┌────────

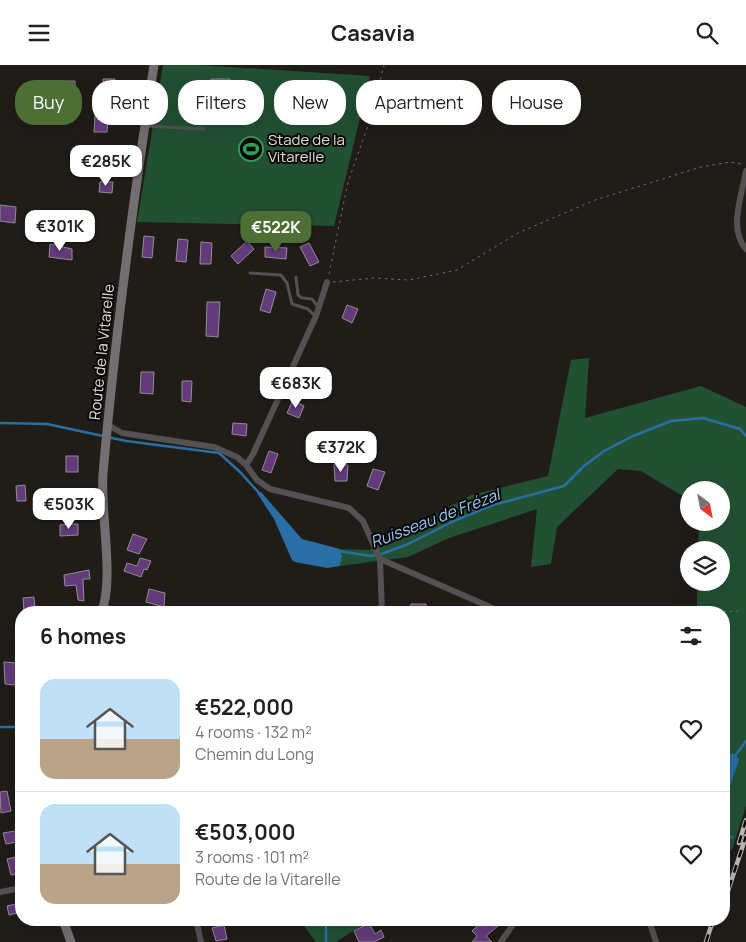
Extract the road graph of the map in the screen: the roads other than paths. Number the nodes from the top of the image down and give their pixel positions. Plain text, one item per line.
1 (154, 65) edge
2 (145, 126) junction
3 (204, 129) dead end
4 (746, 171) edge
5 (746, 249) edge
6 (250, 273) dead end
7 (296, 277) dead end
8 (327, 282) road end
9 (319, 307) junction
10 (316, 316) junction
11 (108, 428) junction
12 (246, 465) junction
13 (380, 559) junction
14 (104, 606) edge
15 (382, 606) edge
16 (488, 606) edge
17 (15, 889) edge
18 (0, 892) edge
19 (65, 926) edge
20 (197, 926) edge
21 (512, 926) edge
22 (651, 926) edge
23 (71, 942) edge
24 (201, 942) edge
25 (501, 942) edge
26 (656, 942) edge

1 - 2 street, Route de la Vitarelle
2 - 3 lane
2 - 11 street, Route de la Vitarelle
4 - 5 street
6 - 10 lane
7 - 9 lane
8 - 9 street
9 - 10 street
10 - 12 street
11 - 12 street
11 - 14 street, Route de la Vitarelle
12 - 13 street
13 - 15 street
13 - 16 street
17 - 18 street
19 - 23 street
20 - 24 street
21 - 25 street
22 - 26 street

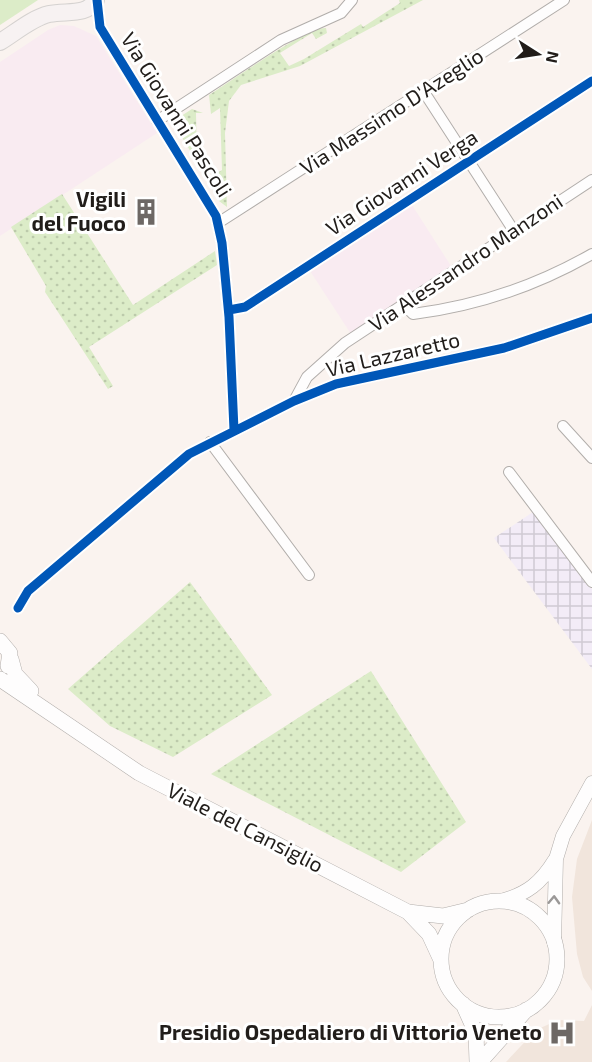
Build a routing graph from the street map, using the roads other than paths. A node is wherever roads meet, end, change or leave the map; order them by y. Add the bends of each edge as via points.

└────────
┌────────

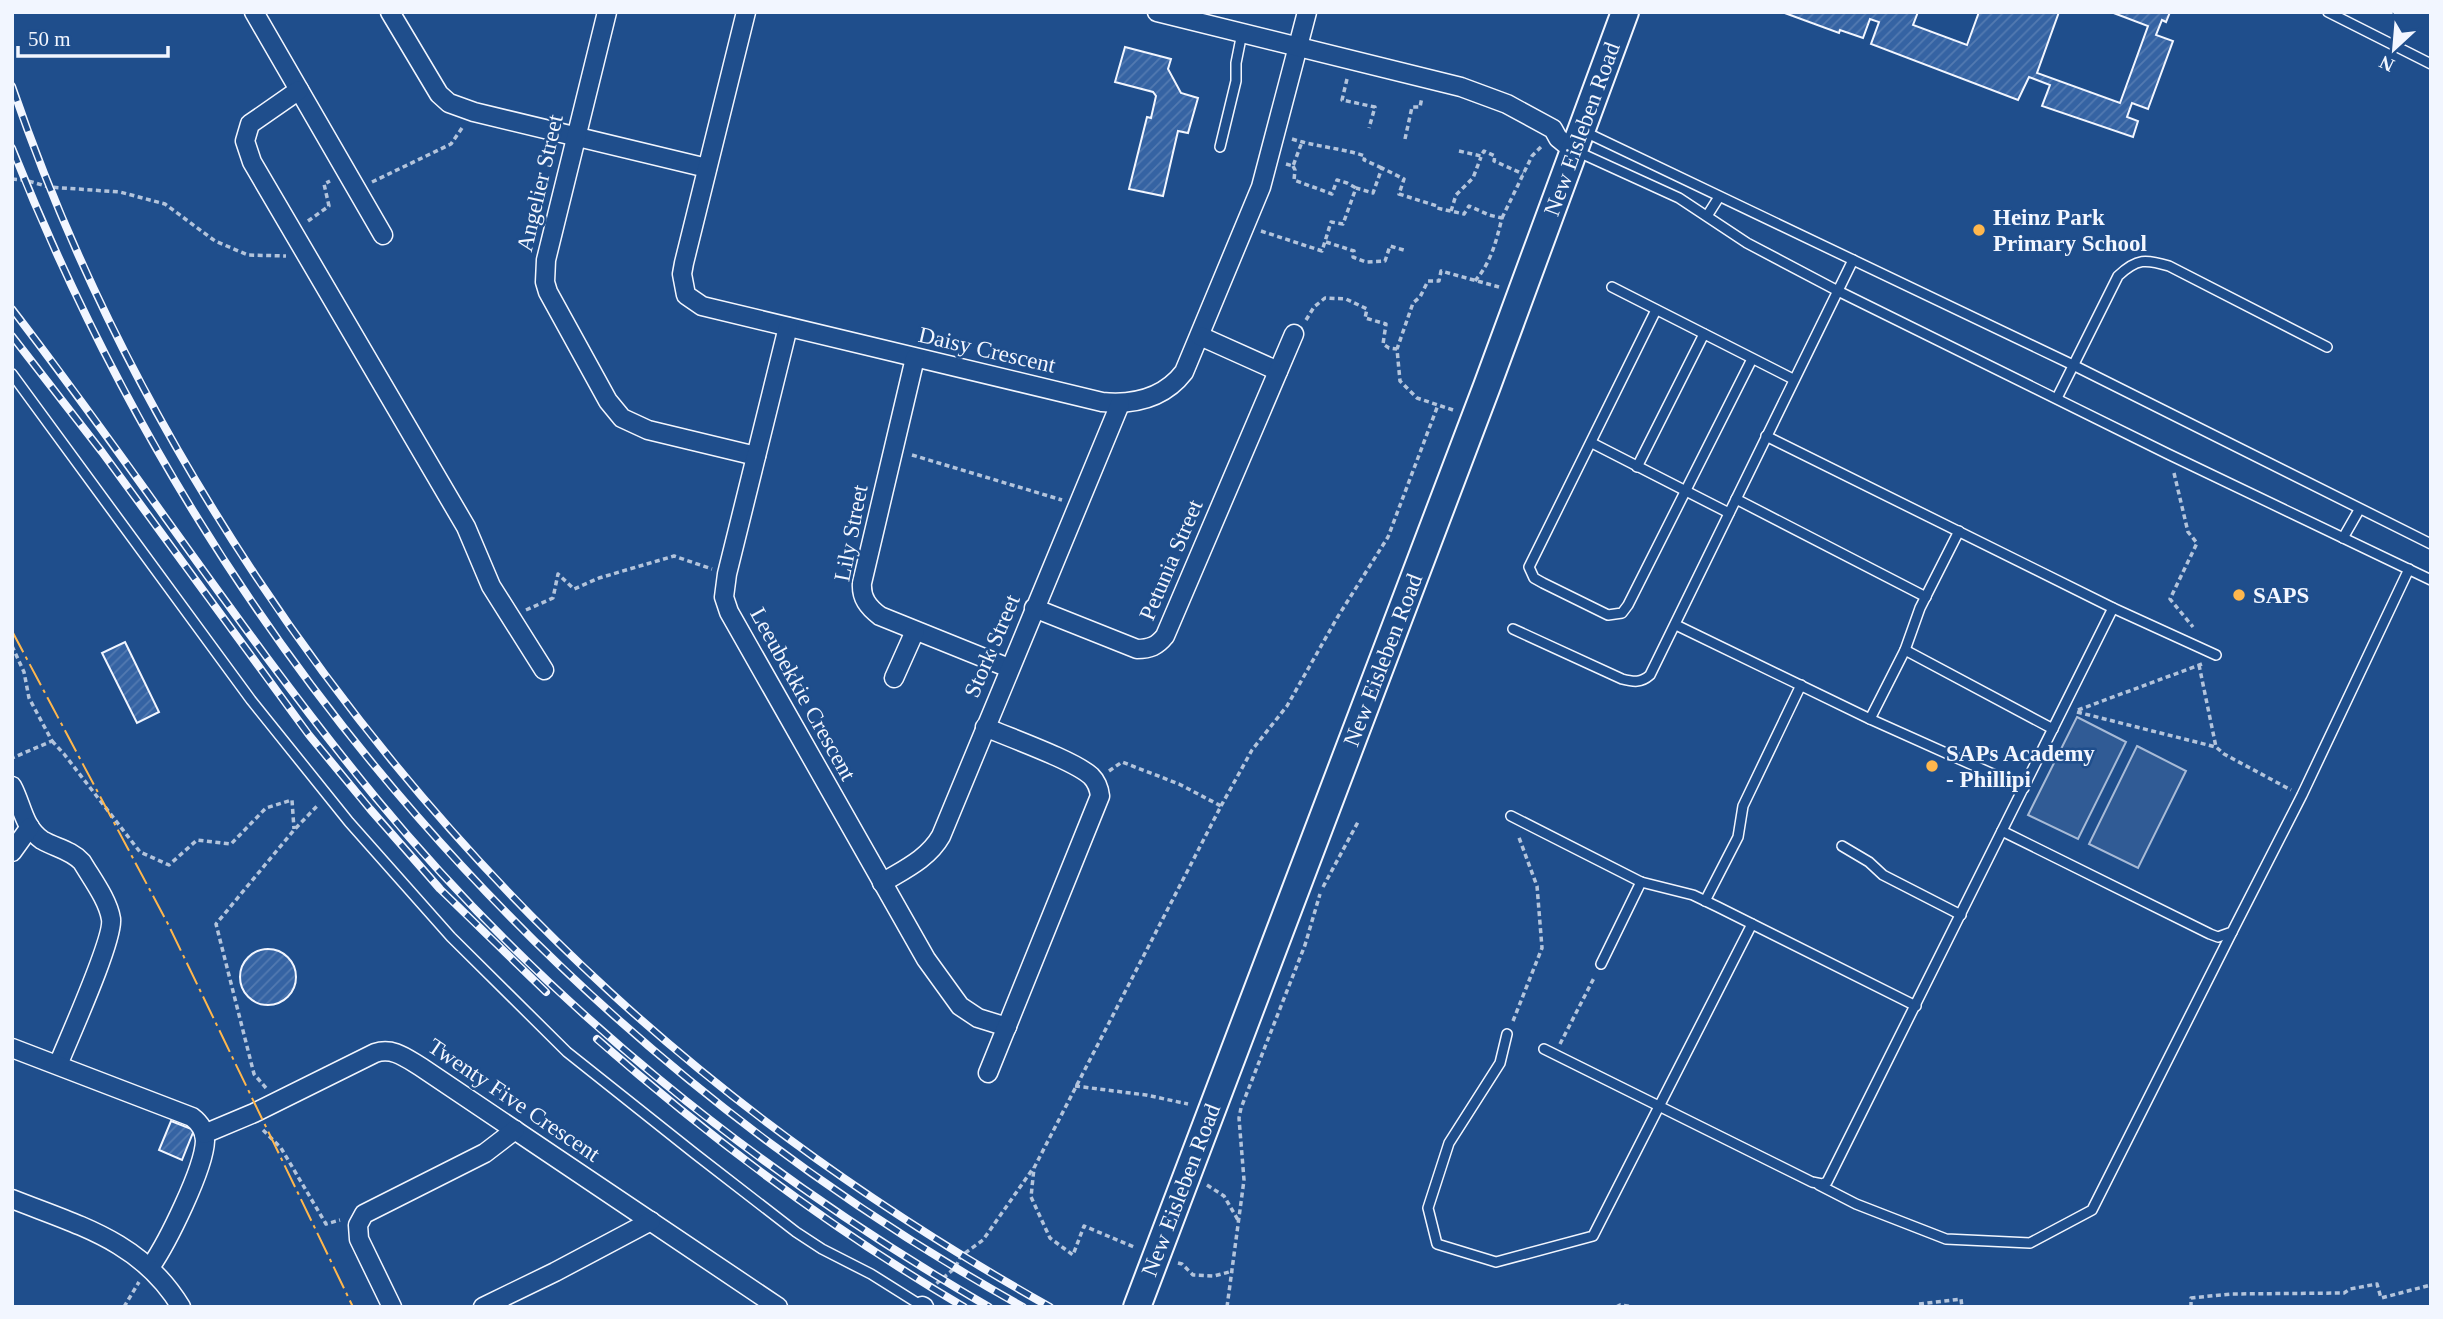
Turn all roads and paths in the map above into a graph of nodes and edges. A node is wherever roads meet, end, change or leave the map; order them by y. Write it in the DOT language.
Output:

└────────

• [WHAT IS BEING ASKED] Using the data above, retype exactly and only the lines from the one containing "Extract the road" up to and including the one containing "Build a routing", with no pictures carried over.

• [OUTPUT]
Extract the road graph of the map in the screen: the roads other than paths. Number the nodes from the top of the image down and give their pixel positions. Plain text, one item per line.
1 (154, 65) edge
2 (145, 126) junction
3 (204, 129) dead end
4 (746, 171) edge
5 (746, 249) edge
6 (250, 273) dead end
7 (296, 277) dead end
8 (327, 282) road end
9 (319, 307) junction
10 (316, 316) junction
11 (108, 428) junction
12 (246, 465) junction
13 (380, 559) junction
14 (104, 606) edge
15 (382, 606) edge
16 (488, 606) edge
17 (15, 889) edge
18 (0, 892) edge
19 (65, 926) edge
20 (197, 926) edge
21 (512, 926) edge
22 (651, 926) edge
23 (71, 942) edge
24 (201, 942) edge
25 (501, 942) edge
26 (656, 942) edge

1 - 2 street, Route de la Vitarelle
2 - 3 lane
2 - 11 street, Route de la Vitarelle
4 - 5 street
6 - 10 lane
7 - 9 lane
8 - 9 street
9 - 10 street
10 - 12 street
11 - 12 street
11 - 14 street, Route de la Vitarelle
12 - 13 street
13 - 15 street
13 - 16 street
17 - 18 street
19 - 23 street
20 - 24 street
21 - 25 street
22 - 26 street

Build a routing graph from the street map, using the roads other than paths. A node is wherever roads meet, end, change or leave the map; order them by y. Add the bends of each edge as via points.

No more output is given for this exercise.